Interview with British peace activist Walter Wolfgang


This video from Britain says about iself:

19 November 2006

Walter Wolfgang – a Jewish refugee from Nazi anti-semitism in Germany speaks out against the wave of anti-Muslim racism unleashed by the military disasters in Iraq & Afghanistan.

From British daily The Independent:

Walter Wolfgang: ‘We saved the world’

He was there at CND’s birth 50 years ago. As Russia warns of a new arms race, the world needs him more than ever

Interview by Cole Moreton

Sunday, 10 February 2008

Walter Wolfgang is an awkward customer – so awkward he should get an awkwardly shaped gold watch from the Awkward Squad for half a century’s loyal service. You may remember him as the old boy thrown – forcibly – out of the Labour conference two years ago for responding to a Jack Straw speech with the shout, “Nonsense!”.

The sight of party goons hauling an obviously frail man out on to the street for daring to dissent said a great deal about the dying days of the Blair administration. “I didn’t want to protest at all,” says the 84-year-old gruffly. “I was just sitting there listening. But Straw talked a lot of complete rubbish, then he went on to Iraq and said, ‘Well, we are only there for one reason, and that is to bring democracy to the country.’ So I burst out.”

The awkwardness of Walter Julius Wolfgang goes back a lot further than that, though – all the way back to bothering Hugh Gaitskell in the Fifties and being a founder member of the Campaign for Nuclear Disarmament, which held its first ever public event 50 years ago this week. A conference in London on Saturday will mark the occasion, with a reception for surviving originals. “We wanted the speedy removal of British nuclear weapons,” recalls Mr Wolfgang. “It is taking a bit longer than we thought, eh?”

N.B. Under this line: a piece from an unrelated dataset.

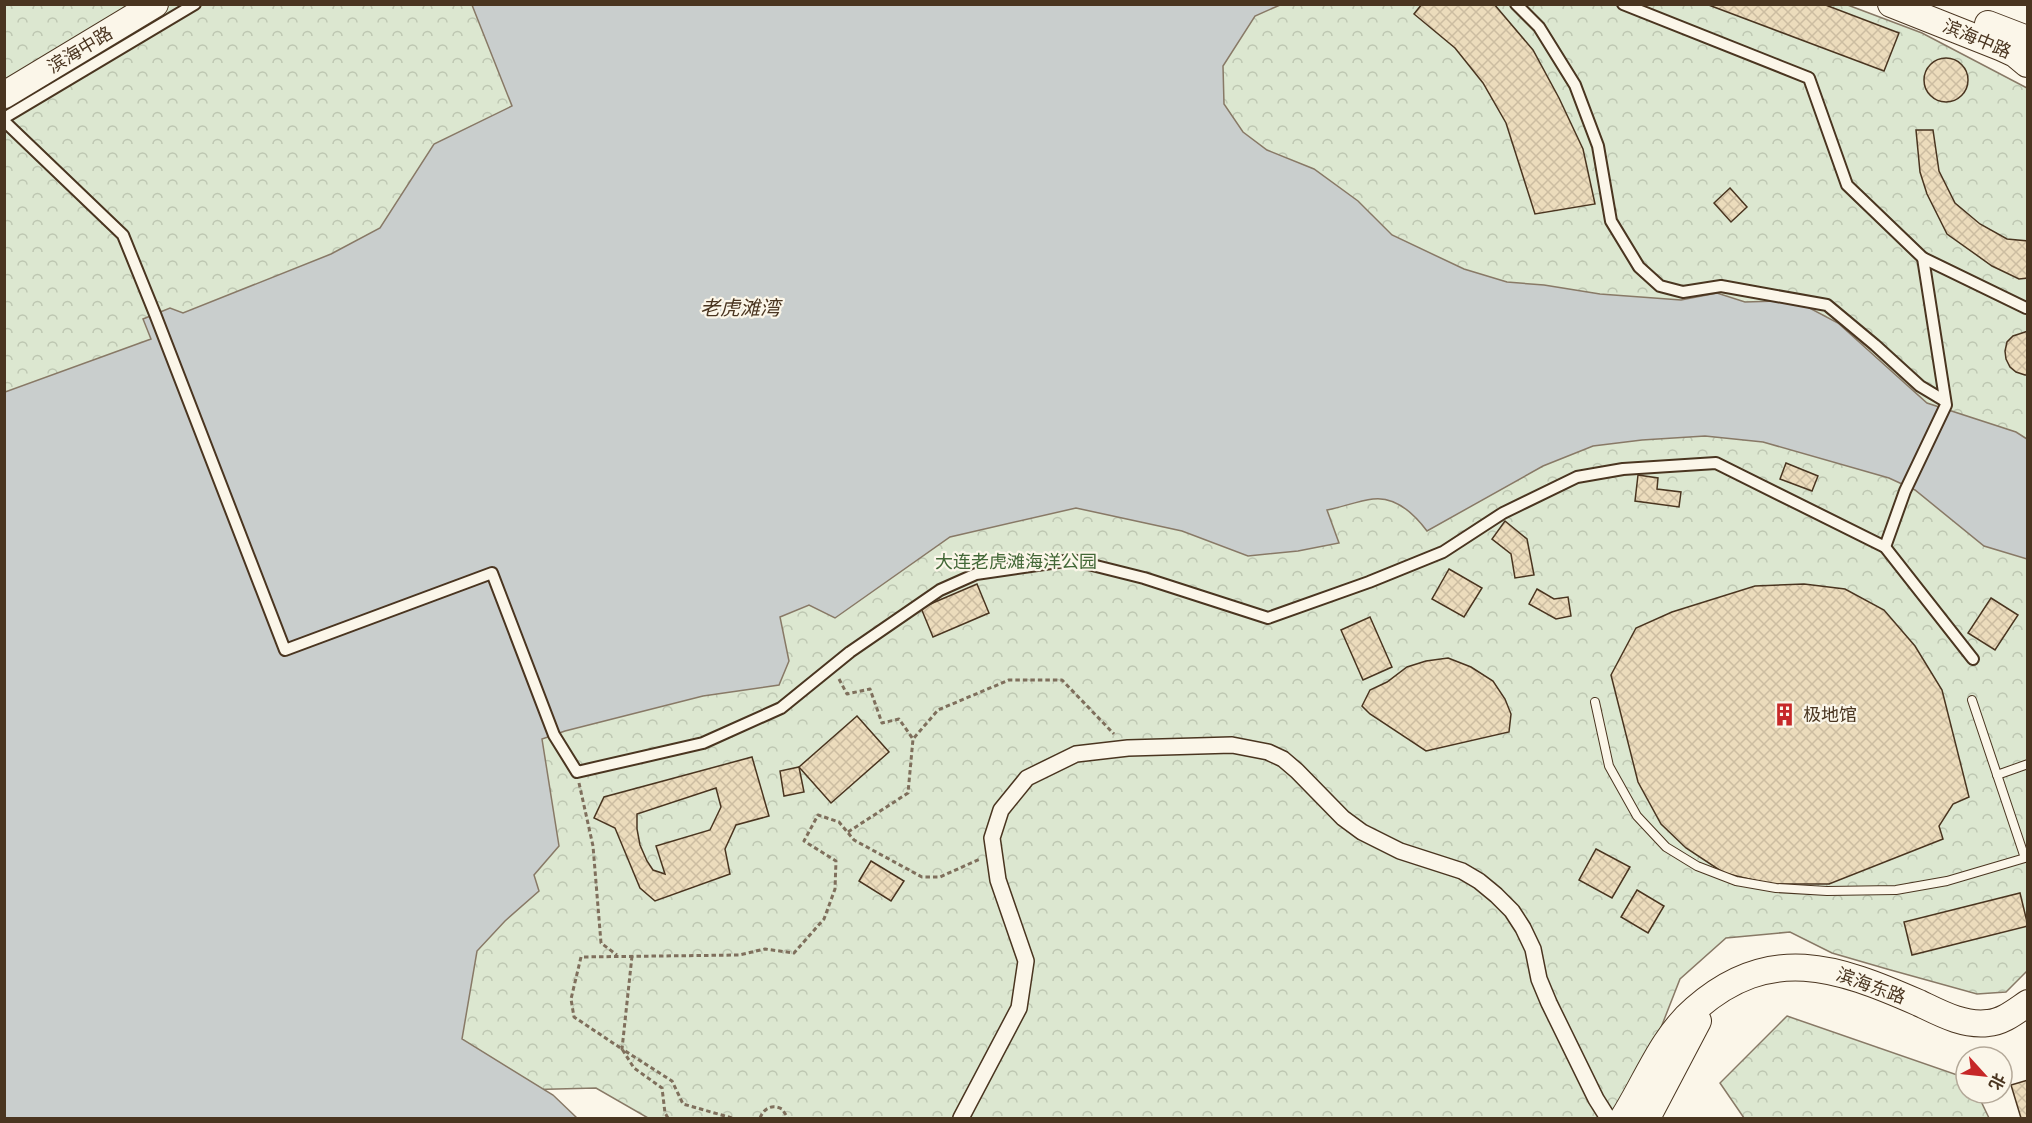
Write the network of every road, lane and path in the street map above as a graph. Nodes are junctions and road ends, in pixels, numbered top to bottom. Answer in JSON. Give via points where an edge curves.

Quite. The little black-and-white badge on his lapel carries an iconic image, also taken up as a symbol of resistance to wars from Vietnam to the Gulf. At times the badge has been compulsory for the young and the dissident, with mass CND protests in the Sixties and Eighties expressing the national mood. But Polaris and Cruise missiles arrived anyway. The invasion of Iraq happened despite more than a million people taking part in an anti-war march jointly organised by CND. Now the Government plans to replace the Trident missile system. “There is no reason to give up,” insists Mr Wolfgang, despite this evidence. “We have helped to change the world for the better, in our way.” …

There were 5,000 people at the Methodist Central Hall in Westminster for the first big meeting on 17 February 1958, and Walter Wolfgang was one of them. Born in Germany, he had been sent ahead to this country by his Jewish parents as a 14-year-old in 1937.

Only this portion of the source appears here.